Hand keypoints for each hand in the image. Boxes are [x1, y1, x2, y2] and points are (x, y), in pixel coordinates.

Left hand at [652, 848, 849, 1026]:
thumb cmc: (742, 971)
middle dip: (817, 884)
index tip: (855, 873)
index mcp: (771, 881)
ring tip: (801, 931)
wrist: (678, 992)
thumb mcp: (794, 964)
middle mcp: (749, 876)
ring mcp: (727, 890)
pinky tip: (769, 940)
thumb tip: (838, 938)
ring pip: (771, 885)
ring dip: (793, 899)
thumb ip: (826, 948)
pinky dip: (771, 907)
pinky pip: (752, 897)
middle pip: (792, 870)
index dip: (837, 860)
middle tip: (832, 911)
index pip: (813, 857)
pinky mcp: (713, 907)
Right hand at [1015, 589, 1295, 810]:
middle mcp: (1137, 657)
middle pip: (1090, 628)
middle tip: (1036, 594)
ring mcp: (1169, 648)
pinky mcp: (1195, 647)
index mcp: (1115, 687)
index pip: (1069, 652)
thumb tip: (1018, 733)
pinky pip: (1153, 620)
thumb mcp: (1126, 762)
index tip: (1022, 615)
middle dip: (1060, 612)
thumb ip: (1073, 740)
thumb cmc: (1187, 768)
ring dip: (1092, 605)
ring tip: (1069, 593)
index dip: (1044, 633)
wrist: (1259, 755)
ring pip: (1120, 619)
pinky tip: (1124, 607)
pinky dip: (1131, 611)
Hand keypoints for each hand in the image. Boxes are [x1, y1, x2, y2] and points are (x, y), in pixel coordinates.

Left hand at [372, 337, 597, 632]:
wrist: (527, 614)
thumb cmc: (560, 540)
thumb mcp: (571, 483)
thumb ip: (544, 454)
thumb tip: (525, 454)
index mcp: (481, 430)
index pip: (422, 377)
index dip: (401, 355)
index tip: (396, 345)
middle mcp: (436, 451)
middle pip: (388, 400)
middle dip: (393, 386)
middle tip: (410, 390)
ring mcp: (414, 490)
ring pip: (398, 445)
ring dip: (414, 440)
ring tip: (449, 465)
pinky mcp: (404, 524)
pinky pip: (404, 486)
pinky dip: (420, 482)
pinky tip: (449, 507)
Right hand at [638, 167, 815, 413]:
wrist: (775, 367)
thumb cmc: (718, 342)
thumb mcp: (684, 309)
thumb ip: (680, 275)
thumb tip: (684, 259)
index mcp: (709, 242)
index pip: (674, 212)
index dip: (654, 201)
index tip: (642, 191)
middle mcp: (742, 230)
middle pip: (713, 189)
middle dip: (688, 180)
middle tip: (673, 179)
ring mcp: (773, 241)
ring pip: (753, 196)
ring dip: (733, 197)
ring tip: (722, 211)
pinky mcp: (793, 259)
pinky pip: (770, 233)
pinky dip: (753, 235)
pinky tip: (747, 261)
++++++++
▶ **Task directions**: Every entry above must be reproduced word for word.

▶ **Response below**:
Hand keypoints for each hand in the image. Boxes are [x1, y1, x2, y2] and points are (x, y), in pixel coordinates.

Left hand at [652, 848, 849, 1026]:
thumb cmc: (742, 971)
middle dip: (817, 884)
index tip: (855, 873)
index mcp: (771, 881)
ring tip: (801, 931)
wrist: (678, 992)
thumb mcp: (794, 964)
middle mcp: (749, 876)
ring mcp: (727, 890)
pinky tip: (769, 940)
thumb tip: (838, 938)
ring pip: (771, 885)
ring dip: (793, 899)
thumb ip: (826, 948)
pinky dip: (771, 907)
pinky pip: (752, 897)
middle pip: (792, 870)
index dip: (837, 860)
middle tip: (832, 911)
index pip: (813, 857)
pinky mcp: (713, 907)
Right hand at [1015, 589, 1295, 810]:
middle mcp: (1137, 657)
middle pip: (1090, 628)
middle tip: (1036, 594)
ring mcp: (1169, 648)
pinky mcp: (1195, 647)
index mcp: (1115, 687)
index pip: (1069, 652)
thumb tip: (1018, 733)
pinky pip: (1153, 620)
thumb mcp: (1126, 762)
index tip: (1022, 615)
middle dip: (1060, 612)
thumb ip: (1073, 740)
thumb cmc: (1187, 768)
ring dip: (1092, 605)
ring tip: (1069, 593)
index dip: (1044, 633)
wrist: (1259, 755)
ring pip: (1120, 619)
pinky tip: (1124, 607)
pinky dip: (1131, 611)
Hand keypoints for each hand in the image. Boxes are [x1, y1, x2, y2] and points are (x, y), in pixel coordinates.

Left hand at [372, 337, 597, 632]:
wrist: (527, 614)
thumb cmc: (560, 540)
thumb mcp: (571, 483)
thumb ip: (544, 454)
thumb tip: (525, 454)
index mcp: (481, 430)
index pip: (422, 377)
index dip: (401, 355)
index tip: (396, 345)
middle mcp: (436, 451)
middle pip: (388, 400)
middle dip: (393, 386)
middle tip: (410, 390)
ring mcp: (414, 490)
ring pip: (398, 445)
ring dip: (414, 440)
ring tip: (449, 465)
pinky mcp: (404, 524)
pinky pip: (404, 486)
pinky dip: (420, 482)
pinky tip: (449, 507)
Right hand at [638, 167, 815, 413]:
wrist: (775, 367)
thumb cmc: (718, 342)
thumb mcp: (684, 309)
thumb ip: (680, 275)
thumb tip: (684, 259)
index mcp: (709, 242)
index pip: (674, 212)
index dip: (654, 201)
index tip: (642, 191)
middle mcp: (742, 230)
middle pip: (713, 189)
middle dip: (688, 180)
middle tip: (673, 179)
ring mcp: (773, 241)
ring pip: (753, 196)
ring dip: (733, 197)
ring tip: (722, 211)
pinky mcp: (793, 259)
pinky pip: (770, 233)
pinky dip: (753, 235)
pinky tip: (747, 261)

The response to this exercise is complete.